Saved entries
──────
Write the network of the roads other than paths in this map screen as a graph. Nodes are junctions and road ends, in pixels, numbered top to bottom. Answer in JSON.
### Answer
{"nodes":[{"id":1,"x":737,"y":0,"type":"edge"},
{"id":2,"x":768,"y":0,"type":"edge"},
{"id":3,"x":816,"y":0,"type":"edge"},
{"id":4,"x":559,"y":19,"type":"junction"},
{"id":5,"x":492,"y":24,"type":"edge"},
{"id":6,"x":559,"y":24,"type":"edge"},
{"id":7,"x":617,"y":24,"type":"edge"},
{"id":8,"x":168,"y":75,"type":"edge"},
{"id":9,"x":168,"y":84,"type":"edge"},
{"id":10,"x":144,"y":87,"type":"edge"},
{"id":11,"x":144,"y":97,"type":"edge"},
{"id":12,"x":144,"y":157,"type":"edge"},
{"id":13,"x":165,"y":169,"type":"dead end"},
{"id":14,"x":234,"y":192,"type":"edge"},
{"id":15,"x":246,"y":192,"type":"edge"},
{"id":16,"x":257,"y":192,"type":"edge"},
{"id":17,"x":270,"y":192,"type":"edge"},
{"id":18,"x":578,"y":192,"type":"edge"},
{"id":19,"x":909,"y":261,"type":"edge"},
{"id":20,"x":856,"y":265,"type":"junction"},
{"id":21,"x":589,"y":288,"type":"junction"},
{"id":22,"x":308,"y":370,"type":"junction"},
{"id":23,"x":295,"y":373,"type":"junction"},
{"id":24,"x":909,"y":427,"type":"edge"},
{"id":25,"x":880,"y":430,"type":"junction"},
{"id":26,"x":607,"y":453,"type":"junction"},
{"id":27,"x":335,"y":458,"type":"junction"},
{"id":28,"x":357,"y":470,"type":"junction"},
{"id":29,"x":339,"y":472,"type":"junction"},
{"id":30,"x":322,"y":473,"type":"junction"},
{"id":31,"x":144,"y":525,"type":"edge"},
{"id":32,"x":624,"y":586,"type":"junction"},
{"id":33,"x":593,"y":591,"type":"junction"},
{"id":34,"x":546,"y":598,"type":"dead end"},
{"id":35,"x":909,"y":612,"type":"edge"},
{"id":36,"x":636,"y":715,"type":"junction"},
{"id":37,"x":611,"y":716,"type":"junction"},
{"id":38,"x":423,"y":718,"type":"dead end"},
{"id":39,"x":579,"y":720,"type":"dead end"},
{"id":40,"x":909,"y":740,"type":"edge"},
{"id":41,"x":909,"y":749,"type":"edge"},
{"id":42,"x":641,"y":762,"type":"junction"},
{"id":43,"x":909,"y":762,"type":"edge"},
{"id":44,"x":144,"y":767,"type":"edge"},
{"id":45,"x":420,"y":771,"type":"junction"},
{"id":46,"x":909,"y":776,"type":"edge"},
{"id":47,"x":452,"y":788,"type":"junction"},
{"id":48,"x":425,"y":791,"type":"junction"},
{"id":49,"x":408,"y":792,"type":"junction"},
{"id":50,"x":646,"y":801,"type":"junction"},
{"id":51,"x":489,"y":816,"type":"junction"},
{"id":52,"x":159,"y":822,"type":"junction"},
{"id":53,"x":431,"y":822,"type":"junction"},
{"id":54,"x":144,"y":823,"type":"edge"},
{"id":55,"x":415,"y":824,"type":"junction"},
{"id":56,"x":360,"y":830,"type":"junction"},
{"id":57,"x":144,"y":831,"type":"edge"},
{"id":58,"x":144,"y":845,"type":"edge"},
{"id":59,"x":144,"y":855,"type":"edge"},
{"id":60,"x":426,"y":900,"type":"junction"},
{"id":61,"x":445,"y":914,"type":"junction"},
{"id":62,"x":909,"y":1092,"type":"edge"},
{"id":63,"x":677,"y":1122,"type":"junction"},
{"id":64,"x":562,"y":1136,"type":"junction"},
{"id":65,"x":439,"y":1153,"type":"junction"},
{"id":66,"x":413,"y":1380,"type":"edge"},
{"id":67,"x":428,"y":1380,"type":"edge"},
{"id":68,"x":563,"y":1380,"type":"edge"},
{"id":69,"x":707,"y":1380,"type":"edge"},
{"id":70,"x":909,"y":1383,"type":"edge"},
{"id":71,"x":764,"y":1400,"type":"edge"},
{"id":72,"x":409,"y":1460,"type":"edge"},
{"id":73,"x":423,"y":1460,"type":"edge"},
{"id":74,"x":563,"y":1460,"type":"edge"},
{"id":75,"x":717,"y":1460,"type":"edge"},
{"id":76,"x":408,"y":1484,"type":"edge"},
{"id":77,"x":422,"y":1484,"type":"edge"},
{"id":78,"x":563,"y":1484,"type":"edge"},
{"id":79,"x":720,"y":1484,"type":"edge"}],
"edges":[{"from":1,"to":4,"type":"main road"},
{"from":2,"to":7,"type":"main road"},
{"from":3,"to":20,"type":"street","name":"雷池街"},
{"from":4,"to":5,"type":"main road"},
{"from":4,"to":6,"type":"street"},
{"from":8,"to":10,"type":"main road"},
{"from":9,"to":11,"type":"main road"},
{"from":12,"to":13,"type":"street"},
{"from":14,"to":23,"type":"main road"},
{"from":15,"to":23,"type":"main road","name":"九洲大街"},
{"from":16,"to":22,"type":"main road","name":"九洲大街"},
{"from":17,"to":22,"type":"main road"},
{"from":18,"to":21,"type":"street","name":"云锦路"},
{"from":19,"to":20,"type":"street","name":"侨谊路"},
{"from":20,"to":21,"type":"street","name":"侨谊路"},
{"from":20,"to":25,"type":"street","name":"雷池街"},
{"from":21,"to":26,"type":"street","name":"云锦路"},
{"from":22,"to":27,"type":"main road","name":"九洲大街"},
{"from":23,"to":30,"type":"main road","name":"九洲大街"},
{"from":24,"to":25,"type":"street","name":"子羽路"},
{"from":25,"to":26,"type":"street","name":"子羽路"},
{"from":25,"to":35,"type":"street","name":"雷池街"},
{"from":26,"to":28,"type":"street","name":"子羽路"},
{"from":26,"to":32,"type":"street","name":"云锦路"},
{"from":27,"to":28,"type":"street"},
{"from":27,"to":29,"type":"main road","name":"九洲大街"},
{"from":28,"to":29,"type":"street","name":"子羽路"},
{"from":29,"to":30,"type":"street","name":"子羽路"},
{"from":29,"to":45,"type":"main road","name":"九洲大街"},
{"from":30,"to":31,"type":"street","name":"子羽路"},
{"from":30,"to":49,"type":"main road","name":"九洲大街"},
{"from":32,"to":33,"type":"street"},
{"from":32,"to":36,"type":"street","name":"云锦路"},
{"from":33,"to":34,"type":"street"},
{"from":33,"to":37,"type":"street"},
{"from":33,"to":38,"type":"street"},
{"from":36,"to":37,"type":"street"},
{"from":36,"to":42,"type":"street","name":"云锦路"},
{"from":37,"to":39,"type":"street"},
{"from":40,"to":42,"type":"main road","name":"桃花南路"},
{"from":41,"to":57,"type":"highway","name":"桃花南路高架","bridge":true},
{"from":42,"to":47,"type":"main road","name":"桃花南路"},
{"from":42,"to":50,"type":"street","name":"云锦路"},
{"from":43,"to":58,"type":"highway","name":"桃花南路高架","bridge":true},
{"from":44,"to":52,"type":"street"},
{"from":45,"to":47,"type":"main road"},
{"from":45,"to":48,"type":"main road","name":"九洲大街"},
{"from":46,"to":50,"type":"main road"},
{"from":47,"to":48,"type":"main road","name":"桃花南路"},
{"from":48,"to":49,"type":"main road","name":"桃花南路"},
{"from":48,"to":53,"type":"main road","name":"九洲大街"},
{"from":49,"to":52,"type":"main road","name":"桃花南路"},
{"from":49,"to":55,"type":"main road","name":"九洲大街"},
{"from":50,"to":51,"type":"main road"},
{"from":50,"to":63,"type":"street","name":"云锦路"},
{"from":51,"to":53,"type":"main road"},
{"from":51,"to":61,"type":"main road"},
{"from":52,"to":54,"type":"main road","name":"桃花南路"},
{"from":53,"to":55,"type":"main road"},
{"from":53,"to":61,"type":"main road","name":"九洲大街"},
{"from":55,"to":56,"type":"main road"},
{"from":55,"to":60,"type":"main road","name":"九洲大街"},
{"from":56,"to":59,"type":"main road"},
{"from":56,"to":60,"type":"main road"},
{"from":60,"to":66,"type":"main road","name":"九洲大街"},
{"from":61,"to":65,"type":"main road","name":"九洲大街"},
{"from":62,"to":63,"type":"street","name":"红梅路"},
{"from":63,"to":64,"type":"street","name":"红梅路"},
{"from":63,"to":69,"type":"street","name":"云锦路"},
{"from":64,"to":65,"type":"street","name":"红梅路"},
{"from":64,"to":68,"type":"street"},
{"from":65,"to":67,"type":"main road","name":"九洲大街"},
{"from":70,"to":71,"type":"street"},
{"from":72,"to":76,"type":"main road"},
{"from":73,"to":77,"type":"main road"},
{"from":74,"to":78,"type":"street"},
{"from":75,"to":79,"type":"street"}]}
──────
• PROBLEM:
List every line above that contains the word "true".

• REPLY:
{"from":41,"to":57,"type":"highway","name":"桃花南路高架","bridge":true},
{"from":43,"to":58,"type":"highway","name":"桃花南路高架","bridge":true},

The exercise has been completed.